- [What is being asked]: Lines where the string "Ecclesiae" appears are to be copied from the entries below.

START Provided data

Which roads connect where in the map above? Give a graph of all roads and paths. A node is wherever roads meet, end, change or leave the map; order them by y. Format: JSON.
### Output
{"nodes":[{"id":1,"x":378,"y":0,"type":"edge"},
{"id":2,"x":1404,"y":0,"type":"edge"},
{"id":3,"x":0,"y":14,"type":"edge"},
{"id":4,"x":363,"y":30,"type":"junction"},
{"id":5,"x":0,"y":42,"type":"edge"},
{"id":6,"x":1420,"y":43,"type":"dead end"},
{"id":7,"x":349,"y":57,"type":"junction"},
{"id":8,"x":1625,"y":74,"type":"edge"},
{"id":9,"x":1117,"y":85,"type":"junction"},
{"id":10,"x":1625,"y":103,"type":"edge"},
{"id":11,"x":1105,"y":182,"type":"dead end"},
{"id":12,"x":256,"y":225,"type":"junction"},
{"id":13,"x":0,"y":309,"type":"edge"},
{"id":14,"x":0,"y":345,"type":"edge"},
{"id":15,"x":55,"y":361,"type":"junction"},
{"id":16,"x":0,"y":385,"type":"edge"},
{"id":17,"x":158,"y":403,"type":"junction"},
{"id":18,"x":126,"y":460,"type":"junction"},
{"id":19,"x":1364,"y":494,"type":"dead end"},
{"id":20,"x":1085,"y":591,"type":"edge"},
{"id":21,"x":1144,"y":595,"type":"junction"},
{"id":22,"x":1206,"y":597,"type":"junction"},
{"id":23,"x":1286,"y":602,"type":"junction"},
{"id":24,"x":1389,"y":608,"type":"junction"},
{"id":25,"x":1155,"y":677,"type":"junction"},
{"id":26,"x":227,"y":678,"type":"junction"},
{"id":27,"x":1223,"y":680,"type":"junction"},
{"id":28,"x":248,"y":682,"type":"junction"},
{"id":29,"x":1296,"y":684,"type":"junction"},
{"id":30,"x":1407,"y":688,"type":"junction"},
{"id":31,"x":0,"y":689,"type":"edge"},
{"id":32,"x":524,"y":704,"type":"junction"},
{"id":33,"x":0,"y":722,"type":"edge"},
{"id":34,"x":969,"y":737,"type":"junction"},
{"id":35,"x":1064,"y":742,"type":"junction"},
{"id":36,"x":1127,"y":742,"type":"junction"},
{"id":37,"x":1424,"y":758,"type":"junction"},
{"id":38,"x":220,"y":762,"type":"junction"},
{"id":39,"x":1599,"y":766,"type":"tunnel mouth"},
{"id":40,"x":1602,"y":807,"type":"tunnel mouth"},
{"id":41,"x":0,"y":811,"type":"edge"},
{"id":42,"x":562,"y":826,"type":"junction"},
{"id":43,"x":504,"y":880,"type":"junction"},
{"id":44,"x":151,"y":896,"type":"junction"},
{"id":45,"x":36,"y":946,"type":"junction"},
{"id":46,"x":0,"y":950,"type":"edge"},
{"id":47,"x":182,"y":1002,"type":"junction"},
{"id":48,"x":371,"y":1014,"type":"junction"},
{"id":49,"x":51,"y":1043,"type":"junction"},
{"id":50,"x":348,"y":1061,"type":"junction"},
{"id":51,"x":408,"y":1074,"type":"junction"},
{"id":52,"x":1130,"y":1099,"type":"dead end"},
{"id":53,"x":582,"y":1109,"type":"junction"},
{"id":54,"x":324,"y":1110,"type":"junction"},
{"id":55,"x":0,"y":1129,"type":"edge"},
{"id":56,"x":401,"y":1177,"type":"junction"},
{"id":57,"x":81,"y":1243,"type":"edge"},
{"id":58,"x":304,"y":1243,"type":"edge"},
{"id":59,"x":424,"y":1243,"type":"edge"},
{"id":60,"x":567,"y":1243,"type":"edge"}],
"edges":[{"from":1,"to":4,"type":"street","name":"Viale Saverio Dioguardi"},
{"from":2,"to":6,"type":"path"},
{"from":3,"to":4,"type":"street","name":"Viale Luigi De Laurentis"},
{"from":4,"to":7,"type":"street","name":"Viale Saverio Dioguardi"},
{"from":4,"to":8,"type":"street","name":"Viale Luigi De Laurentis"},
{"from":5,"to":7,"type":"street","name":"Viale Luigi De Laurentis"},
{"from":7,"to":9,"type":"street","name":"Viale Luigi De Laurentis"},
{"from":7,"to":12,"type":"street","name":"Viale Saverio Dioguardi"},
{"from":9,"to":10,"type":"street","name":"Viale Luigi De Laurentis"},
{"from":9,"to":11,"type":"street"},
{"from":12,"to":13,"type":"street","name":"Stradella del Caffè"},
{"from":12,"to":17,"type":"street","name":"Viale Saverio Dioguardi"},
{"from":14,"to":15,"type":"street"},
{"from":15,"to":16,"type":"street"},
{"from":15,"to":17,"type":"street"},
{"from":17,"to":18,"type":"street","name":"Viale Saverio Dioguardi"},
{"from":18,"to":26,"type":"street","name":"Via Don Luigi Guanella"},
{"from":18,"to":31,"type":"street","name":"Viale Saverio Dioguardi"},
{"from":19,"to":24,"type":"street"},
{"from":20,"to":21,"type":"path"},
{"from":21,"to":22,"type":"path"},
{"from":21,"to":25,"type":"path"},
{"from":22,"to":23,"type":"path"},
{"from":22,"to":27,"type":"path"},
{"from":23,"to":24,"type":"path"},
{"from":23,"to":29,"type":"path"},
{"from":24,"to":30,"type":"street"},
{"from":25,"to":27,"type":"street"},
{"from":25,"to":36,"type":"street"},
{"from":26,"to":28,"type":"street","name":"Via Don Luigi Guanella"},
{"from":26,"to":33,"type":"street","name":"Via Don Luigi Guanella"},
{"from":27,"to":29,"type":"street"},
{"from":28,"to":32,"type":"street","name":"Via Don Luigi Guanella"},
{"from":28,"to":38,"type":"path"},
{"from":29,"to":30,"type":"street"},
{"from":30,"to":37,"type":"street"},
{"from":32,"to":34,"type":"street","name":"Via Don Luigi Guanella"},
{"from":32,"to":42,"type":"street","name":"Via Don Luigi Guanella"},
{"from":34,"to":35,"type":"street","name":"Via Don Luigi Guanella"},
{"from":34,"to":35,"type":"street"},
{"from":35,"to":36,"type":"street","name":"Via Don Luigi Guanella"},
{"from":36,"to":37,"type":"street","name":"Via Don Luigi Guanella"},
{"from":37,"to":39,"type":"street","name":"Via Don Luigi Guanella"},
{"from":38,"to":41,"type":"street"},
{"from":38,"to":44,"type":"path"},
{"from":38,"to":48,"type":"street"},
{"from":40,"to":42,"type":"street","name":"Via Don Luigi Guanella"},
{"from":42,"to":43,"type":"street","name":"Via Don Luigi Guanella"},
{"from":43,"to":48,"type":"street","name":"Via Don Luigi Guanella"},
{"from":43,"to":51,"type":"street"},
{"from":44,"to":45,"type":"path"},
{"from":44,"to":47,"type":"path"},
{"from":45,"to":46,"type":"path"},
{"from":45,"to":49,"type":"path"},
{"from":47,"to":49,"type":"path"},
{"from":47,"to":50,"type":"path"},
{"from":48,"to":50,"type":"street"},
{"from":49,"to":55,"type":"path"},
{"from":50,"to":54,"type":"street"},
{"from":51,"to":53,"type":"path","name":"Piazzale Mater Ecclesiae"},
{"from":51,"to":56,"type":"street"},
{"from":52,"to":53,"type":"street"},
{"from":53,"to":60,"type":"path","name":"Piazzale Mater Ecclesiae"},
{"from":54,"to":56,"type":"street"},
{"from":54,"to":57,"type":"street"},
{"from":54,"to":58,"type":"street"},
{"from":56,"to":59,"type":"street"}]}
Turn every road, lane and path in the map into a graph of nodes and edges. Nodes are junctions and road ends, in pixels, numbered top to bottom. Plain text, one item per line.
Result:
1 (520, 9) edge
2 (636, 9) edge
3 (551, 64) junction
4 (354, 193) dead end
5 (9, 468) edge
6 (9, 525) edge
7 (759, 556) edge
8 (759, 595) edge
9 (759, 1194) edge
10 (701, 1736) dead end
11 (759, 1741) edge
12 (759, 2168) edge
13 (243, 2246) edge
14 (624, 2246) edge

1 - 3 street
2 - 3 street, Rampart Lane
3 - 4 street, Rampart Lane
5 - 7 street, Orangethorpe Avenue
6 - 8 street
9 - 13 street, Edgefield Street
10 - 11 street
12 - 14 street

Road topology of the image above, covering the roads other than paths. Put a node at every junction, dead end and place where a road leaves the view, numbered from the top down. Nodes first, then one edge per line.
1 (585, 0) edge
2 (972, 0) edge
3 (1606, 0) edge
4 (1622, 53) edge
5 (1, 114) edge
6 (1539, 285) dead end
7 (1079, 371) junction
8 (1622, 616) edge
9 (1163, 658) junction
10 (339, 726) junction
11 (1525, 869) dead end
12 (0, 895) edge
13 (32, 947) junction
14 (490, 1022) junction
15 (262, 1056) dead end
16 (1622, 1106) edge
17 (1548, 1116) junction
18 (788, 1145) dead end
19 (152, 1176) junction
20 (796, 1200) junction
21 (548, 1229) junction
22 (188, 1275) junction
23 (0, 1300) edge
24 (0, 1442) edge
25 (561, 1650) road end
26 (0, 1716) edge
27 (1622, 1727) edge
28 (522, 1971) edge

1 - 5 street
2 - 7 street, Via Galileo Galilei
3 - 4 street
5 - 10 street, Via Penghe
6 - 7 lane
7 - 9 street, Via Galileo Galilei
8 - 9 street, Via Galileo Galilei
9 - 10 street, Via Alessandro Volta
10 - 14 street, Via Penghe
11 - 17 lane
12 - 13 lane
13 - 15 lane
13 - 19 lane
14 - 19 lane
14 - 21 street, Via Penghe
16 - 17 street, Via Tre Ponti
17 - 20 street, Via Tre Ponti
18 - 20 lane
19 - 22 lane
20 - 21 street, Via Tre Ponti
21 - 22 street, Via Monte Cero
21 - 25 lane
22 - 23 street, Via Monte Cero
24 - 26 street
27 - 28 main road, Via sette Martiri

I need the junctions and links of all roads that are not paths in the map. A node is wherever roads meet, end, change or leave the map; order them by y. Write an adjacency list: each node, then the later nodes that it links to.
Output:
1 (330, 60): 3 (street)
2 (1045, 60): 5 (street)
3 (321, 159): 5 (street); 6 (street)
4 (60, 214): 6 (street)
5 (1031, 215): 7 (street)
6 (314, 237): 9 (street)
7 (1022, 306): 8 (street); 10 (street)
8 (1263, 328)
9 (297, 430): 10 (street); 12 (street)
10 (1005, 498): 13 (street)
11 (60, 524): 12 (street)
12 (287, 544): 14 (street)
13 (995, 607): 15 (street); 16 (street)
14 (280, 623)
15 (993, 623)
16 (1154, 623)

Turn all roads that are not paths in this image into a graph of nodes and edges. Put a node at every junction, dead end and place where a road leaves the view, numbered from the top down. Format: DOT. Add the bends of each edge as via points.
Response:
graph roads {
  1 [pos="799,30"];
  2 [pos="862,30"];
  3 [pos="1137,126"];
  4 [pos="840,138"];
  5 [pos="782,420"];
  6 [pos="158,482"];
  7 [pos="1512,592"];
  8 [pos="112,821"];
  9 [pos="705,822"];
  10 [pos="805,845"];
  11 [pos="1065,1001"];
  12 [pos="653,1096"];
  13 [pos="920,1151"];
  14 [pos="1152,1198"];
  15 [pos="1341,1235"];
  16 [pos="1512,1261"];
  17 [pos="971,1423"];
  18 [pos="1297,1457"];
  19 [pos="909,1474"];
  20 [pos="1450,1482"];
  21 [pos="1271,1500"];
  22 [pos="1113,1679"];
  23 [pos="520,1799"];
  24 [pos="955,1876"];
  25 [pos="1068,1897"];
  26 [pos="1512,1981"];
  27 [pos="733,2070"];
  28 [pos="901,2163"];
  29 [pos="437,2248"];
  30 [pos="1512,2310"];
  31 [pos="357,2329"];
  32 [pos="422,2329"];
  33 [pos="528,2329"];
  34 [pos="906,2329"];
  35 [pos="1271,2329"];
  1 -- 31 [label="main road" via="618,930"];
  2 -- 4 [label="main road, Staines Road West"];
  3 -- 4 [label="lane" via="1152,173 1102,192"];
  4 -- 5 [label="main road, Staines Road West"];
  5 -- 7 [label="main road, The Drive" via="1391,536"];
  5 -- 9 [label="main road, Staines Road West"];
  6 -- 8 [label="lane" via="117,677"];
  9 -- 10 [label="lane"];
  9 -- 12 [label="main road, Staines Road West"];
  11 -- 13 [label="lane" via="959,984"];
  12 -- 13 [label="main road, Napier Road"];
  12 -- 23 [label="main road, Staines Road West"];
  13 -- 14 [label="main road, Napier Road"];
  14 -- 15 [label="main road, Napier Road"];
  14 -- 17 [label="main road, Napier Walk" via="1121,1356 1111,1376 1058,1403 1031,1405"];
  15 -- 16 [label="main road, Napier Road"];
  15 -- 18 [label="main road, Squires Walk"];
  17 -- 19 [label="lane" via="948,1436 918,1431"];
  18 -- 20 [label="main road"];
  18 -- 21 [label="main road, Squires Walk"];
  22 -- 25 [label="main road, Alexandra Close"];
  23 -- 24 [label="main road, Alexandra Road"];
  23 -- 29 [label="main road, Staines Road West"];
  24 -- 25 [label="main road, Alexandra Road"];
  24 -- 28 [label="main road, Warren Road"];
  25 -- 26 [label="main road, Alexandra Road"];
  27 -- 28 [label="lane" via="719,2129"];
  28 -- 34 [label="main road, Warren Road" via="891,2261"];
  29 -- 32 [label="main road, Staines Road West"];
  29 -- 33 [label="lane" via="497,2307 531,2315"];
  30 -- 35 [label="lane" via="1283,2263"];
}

END Provided data

- [Exercise response]:
{"from":51,"to":53,"type":"path","name":"Piazzale Mater Ecclesiae"},
{"from":53,"to":60,"type":"path","name":"Piazzale Mater Ecclesiae"},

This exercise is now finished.